══ Data supplied
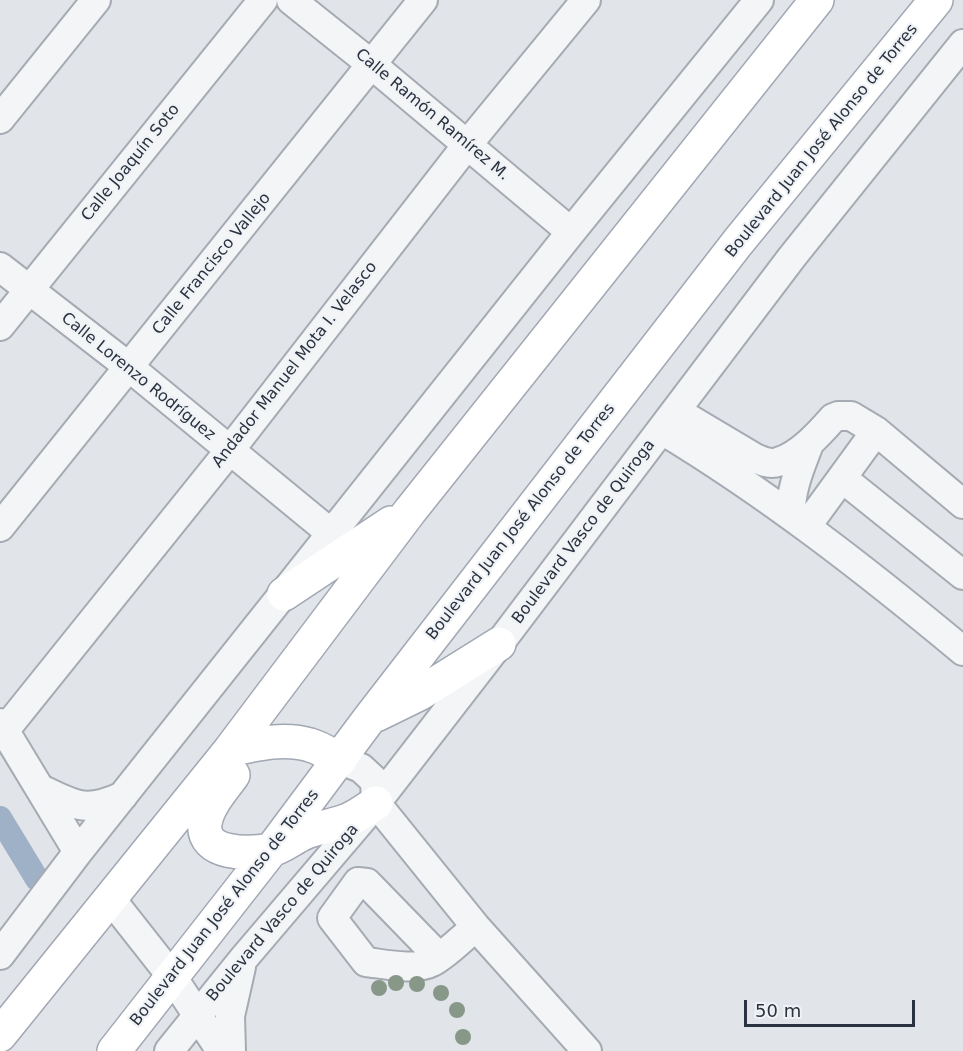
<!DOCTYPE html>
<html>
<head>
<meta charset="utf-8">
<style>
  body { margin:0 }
  #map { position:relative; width:963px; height:1051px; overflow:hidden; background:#e1e4e9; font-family:"DejaVu Sans",sans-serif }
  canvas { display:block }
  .scale { position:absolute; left:744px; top:1000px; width:171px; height:27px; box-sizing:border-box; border:3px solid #2a313f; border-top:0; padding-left:8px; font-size:18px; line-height:21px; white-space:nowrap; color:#2a313f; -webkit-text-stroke:4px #f0f3f6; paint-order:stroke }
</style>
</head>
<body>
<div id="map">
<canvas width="963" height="1051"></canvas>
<div class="scale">50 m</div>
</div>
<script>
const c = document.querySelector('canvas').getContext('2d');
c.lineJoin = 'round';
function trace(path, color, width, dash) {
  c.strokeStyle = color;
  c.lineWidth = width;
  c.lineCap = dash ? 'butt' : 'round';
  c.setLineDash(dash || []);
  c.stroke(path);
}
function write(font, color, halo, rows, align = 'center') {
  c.font = font + ' "DejaVu Sans",sans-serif';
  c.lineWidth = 4.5;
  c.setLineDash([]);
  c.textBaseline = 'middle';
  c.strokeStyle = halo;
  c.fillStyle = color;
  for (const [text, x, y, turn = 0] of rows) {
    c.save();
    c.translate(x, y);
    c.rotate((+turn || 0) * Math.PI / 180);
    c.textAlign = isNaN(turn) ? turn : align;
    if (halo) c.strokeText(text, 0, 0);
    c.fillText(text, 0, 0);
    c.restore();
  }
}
trace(new Path2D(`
  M0 818 37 879`), '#9eb1c6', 24);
const minor = new Path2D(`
  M291 0 371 64 571 232
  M0 119 96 0
  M0 267 129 367 332 534
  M0 326 263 0
  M676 411 755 458C762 461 770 465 778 462 799 456 819 434 833 418L838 416H851L876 431 963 504
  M662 430C768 494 867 571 963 651
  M842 478 963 575
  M791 515C790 490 800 468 809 444
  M0 527 423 0
  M806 527 876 431
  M0 723 78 852
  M5 730 230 450 467 145 586 0
  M340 760 361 768 375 781 376 803 476 927 587 1051
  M41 789C76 806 86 813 123 796
  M110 898 173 978 221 1051
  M0 955 78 852 571 232 759 0
  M439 957 367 883 358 882 332 918 366 962C384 964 415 971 432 962 446 955 463 937 476 927
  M169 1051 244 958 376 803 499 644 792 257 963 44
  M231 1051 230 1016 241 967`);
const major = new Path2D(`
  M284 594 391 523
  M376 715 419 694 499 644
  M230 750C256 744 284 737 310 745 321 748 331 755 340 760
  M233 775C223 789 208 805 205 823 201 856 249 854 271 850 282 847 293 838 304 833 318 827 334 826 348 820 358 816 367 809 376 803
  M0 1035 230 750 410 511 817 0
  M114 1051 272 849 369 719 738 242 936 0`);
trace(minor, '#a6abb3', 32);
trace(major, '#a1a8b4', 36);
trace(minor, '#f3f5f7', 28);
trace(major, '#fff', 33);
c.fillStyle = '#879888';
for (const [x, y] of [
  [396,983],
  [417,984],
  [379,988],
  [441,993],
  [457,1010],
  [463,1037]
]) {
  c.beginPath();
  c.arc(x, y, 8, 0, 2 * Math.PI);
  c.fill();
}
write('16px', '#2a313f', '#f0f3f6', [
  ["Calle Ramón Ramírez M.",432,115,40],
  ["Boulevard Juan José Alonso de Torres",822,141,-51],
  ["Calle Joaquín Soto",131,163,-51],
  ["Calle Francisco Vallejo",212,264,-51],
  ["Andador Manuel Mota I. Velasco",295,365,-52],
  ["Calle Lorenzo Rodríguez",138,377,39],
  ["Boulevard Juan José Alonso de Torres",521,522,-52],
  ["Boulevard Vasco de Quiroga",584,532,-53],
  ["Boulevard Juan José Alonso de Torres",225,908,-52],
  ["Boulevard Vasco de Quiroga",283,913,-50]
]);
</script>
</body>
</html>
════
Activity
From the data above, reproduce word for word the lines running from the line with "c.translate(x, y);" to the line with "M376 715 419 694 499 644", ends included.

Expected answer
    c.translate(x, y);
    c.rotate((+turn || 0) * Math.PI / 180);
    c.textAlign = isNaN(turn) ? turn : align;
    if (halo) c.strokeText(text, 0, 0);
    c.fillText(text, 0, 0);
    c.restore();
  }
}
trace(new Path2D(`
  M0 818 37 879`), '#9eb1c6', 24);
const minor = new Path2D(`
  M291 0 371 64 571 232
  M0 119 96 0
  M0 267 129 367 332 534
  M0 326 263 0
  M676 411 755 458C762 461 770 465 778 462 799 456 819 434 833 418L838 416H851L876 431 963 504
  M662 430C768 494 867 571 963 651
  M842 478 963 575
  M791 515C790 490 800 468 809 444
  M0 527 423 0
  M806 527 876 431
  M0 723 78 852
  M5 730 230 450 467 145 586 0
  M340 760 361 768 375 781 376 803 476 927 587 1051
  M41 789C76 806 86 813 123 796
  M110 898 173 978 221 1051
  M0 955 78 852 571 232 759 0
  M439 957 367 883 358 882 332 918 366 962C384 964 415 971 432 962 446 955 463 937 476 927
  M169 1051 244 958 376 803 499 644 792 257 963 44
  M231 1051 230 1016 241 967`);
const major = new Path2D(`
  M284 594 391 523
  M376 715 419 694 499 644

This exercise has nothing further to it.